| ASSIGNMENT |
Reduce the material below to its lines containing "Paramenes".

| DATASET CONTENT |
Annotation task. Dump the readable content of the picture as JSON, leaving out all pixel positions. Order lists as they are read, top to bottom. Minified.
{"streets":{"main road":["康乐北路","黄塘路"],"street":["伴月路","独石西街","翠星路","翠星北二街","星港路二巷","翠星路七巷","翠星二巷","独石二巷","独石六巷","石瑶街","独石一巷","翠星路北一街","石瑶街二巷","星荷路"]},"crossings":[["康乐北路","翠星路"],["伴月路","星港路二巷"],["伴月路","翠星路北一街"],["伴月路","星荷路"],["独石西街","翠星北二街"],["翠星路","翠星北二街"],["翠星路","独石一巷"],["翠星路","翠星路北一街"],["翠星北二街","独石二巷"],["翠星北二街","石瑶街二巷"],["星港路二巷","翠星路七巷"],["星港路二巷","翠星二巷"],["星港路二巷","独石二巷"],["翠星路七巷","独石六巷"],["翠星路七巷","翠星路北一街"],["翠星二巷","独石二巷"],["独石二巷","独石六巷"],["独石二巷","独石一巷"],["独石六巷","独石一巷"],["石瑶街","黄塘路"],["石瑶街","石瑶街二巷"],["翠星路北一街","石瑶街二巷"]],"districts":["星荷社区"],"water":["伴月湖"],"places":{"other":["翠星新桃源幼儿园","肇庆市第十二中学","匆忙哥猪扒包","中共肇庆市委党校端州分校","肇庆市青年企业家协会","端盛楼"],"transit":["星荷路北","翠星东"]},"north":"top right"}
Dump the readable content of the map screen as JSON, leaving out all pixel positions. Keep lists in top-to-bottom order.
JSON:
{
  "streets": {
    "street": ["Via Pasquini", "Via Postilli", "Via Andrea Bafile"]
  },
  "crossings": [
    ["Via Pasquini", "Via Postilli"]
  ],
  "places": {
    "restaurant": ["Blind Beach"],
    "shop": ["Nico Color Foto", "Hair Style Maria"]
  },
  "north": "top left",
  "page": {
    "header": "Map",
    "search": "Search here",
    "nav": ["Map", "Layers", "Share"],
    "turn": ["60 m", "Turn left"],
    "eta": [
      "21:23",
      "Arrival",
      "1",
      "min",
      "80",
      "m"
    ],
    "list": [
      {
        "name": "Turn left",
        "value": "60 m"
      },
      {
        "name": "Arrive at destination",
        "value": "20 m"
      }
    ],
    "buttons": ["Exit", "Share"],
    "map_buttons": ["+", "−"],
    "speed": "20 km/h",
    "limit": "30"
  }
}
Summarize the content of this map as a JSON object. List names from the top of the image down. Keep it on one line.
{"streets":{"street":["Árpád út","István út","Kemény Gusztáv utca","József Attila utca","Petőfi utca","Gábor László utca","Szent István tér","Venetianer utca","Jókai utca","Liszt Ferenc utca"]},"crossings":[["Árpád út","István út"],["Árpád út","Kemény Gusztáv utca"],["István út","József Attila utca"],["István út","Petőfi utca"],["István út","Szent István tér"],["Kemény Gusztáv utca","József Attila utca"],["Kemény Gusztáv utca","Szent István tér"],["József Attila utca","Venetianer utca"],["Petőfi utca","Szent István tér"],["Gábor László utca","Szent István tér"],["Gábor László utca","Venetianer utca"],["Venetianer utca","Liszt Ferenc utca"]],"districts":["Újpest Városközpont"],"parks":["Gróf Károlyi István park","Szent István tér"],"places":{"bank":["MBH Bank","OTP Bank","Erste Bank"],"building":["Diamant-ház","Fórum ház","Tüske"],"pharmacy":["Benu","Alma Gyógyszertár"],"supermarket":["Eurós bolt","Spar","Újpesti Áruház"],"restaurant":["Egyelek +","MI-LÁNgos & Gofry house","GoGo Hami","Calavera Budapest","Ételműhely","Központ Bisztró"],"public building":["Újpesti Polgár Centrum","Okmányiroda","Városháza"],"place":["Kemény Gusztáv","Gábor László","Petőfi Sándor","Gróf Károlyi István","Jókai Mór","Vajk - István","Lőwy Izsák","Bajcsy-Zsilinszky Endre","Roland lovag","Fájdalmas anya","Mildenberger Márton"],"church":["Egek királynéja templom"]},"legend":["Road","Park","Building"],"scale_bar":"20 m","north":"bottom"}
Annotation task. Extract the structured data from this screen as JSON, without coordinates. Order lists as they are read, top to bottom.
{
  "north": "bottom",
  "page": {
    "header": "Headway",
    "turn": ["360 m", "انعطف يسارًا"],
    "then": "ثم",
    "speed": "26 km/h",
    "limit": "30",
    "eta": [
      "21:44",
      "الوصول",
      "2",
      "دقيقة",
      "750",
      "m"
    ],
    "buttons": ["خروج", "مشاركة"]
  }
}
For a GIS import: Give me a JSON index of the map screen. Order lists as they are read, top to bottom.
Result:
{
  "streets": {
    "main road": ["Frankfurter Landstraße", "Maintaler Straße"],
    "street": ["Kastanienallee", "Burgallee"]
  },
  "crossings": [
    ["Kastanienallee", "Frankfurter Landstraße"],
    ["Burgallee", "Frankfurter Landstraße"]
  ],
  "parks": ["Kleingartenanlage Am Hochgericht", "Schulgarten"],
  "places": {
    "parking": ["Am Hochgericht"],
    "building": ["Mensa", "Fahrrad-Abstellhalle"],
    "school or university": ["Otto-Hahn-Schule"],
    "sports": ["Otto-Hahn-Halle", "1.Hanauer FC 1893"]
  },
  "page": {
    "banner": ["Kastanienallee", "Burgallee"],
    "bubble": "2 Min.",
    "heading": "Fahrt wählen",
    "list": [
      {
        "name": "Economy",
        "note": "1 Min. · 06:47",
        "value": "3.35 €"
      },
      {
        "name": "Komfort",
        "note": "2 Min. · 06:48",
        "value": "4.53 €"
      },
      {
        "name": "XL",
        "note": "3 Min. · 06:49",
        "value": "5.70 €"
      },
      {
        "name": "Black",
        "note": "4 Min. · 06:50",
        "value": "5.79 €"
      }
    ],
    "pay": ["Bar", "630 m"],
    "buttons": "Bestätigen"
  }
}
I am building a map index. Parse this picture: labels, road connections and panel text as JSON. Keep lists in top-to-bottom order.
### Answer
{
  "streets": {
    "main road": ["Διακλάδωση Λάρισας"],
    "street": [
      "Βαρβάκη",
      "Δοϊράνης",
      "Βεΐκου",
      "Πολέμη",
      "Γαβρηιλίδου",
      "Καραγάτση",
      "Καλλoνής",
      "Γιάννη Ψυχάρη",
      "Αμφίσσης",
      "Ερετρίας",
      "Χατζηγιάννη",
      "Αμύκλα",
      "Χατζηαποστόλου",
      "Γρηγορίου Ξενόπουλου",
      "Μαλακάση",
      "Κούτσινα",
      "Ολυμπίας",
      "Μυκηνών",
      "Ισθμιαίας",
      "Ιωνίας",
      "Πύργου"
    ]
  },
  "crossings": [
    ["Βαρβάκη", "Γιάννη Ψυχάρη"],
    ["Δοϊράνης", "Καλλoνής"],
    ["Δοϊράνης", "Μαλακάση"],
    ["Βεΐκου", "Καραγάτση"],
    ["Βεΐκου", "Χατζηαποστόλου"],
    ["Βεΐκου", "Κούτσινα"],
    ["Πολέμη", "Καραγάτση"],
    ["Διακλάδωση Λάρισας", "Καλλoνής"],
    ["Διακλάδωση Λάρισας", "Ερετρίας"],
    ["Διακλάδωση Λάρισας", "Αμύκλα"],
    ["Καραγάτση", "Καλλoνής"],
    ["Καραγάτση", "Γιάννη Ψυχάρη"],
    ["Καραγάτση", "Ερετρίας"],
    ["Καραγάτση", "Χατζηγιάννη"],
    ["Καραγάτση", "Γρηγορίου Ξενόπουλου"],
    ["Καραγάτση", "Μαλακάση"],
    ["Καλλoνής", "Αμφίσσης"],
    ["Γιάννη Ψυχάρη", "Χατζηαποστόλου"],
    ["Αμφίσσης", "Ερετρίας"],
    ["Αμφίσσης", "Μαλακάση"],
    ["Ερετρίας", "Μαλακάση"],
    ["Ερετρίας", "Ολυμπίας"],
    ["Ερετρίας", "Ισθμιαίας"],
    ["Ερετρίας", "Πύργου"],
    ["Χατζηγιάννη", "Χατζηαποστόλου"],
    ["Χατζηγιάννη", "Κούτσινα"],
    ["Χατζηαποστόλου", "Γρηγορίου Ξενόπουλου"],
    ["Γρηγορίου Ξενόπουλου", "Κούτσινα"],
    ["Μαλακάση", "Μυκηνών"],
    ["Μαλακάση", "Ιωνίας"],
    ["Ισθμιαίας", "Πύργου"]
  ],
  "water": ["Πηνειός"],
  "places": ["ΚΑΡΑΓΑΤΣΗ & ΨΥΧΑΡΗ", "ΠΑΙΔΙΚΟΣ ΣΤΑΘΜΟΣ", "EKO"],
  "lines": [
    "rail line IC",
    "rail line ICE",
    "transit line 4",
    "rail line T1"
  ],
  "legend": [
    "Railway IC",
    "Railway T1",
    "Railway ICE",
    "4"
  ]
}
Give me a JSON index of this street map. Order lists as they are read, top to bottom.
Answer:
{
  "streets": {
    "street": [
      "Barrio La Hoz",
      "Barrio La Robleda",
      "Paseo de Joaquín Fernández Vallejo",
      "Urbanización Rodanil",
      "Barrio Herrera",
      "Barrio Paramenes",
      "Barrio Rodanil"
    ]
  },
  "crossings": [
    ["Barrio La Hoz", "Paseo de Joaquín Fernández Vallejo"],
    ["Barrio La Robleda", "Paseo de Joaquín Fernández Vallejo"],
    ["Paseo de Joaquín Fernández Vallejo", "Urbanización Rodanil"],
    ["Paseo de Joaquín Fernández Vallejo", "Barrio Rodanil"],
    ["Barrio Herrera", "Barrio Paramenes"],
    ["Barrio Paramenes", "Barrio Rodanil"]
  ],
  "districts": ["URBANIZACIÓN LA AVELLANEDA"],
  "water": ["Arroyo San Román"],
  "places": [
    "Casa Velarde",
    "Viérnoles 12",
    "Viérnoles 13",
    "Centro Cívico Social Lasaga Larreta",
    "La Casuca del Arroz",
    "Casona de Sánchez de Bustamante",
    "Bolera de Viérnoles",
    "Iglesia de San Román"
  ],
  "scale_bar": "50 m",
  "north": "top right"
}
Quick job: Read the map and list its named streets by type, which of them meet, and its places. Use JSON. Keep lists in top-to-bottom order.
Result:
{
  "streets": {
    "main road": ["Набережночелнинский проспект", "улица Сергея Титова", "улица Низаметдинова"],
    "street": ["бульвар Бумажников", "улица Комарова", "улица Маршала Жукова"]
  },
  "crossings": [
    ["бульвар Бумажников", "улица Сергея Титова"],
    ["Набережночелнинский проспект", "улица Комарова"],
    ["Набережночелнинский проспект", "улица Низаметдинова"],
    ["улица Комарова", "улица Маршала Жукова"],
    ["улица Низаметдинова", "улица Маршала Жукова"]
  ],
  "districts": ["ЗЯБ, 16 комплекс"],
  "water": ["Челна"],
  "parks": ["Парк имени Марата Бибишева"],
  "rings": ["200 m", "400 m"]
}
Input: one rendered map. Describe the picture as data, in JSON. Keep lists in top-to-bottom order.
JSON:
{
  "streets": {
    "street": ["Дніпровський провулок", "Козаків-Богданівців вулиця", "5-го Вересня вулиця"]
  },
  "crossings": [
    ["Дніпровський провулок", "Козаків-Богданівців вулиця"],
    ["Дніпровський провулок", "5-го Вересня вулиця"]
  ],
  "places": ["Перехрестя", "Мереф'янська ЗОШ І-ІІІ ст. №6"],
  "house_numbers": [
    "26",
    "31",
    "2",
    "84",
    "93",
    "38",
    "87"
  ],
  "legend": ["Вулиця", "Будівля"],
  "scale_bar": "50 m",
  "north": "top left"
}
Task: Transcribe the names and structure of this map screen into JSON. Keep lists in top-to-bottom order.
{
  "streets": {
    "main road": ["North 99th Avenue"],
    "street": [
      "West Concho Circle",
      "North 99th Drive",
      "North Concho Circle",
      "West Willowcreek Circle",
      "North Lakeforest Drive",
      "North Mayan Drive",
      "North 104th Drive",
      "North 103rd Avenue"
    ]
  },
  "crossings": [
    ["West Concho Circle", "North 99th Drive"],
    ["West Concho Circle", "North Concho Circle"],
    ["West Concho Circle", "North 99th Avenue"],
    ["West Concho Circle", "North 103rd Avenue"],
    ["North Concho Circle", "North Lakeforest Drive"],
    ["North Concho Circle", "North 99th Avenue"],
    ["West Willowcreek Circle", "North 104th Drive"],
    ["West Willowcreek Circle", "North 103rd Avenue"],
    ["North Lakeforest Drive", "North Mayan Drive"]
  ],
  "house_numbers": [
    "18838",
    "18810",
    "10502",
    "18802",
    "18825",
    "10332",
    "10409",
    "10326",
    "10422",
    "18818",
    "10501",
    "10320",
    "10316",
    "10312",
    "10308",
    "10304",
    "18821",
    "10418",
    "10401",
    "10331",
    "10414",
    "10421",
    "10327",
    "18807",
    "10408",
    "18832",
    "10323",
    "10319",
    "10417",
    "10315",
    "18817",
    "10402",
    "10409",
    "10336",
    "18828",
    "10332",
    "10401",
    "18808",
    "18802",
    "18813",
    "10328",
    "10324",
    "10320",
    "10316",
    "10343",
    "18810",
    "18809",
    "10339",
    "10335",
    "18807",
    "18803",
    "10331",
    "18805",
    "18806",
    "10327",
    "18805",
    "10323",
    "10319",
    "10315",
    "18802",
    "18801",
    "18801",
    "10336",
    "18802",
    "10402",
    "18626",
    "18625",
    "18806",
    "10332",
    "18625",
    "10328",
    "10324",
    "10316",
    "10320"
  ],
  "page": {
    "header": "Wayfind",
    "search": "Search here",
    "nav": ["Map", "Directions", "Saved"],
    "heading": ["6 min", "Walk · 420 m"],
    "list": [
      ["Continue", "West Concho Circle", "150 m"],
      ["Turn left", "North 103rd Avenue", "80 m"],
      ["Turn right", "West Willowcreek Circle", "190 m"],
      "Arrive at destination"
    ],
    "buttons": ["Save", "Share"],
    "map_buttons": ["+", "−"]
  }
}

| ANSWER BELOW |
      "Barrio Paramenes",
    ["Barrio Herrera", "Barrio Paramenes"],
    ["Barrio Paramenes", "Barrio Rodanil"]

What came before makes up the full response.